[Dataset records]

○ ○ ○ ○

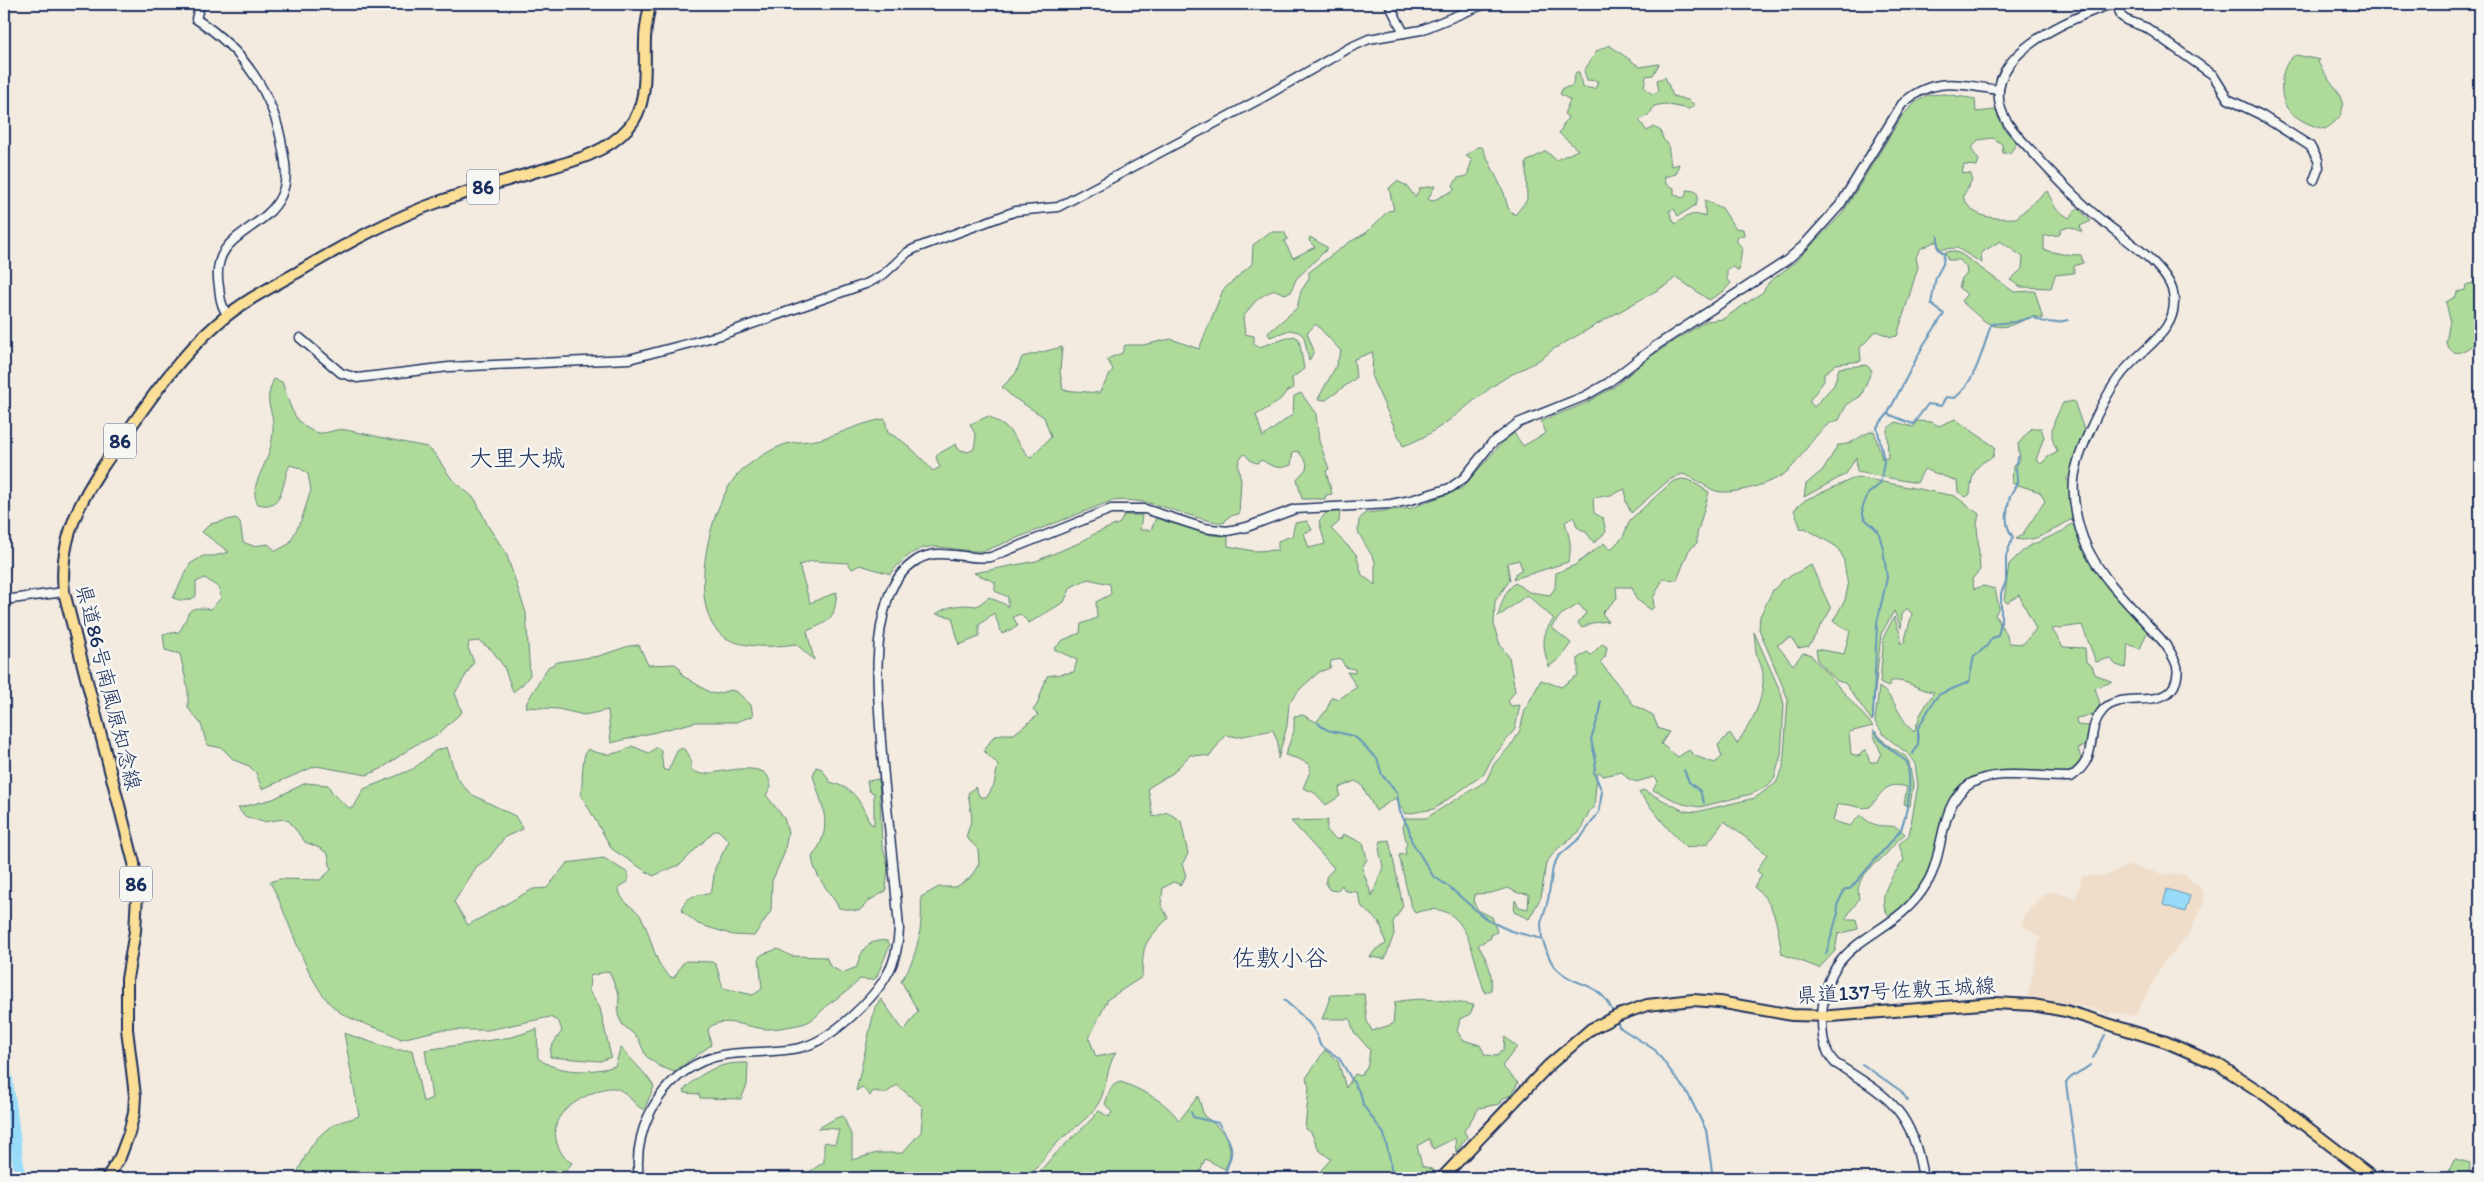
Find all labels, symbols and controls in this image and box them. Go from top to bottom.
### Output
road number: 86 [467,170,499,204]
road number: 86 [104,424,136,458]
district label: 大里大城 [469,443,565,472]
street label: 県道86号南風原知念線 [71,581,147,793]
road number: 86 [120,866,152,902]
district label: 佐敷小谷 [1232,943,1328,972]
street label: 県道137号佐敷玉城線 [1796,972,1996,1008]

○ ○ ○ ○

- [Task goal]:
Return each entry exactly as it stands above, apart from any images.

- [Answer to this task]:
Find all labels, symbols and controls in this image and box them. Go from top to bottom.
### Output
road number: 86 [467,170,499,204]
road number: 86 [104,424,136,458]
district label: 大里大城 [469,443,565,472]
street label: 県道86号南風原知念線 [71,581,147,793]
road number: 86 [120,866,152,902]
district label: 佐敷小谷 [1232,943,1328,972]
street label: 県道137号佐敷玉城線 [1796,972,1996,1008]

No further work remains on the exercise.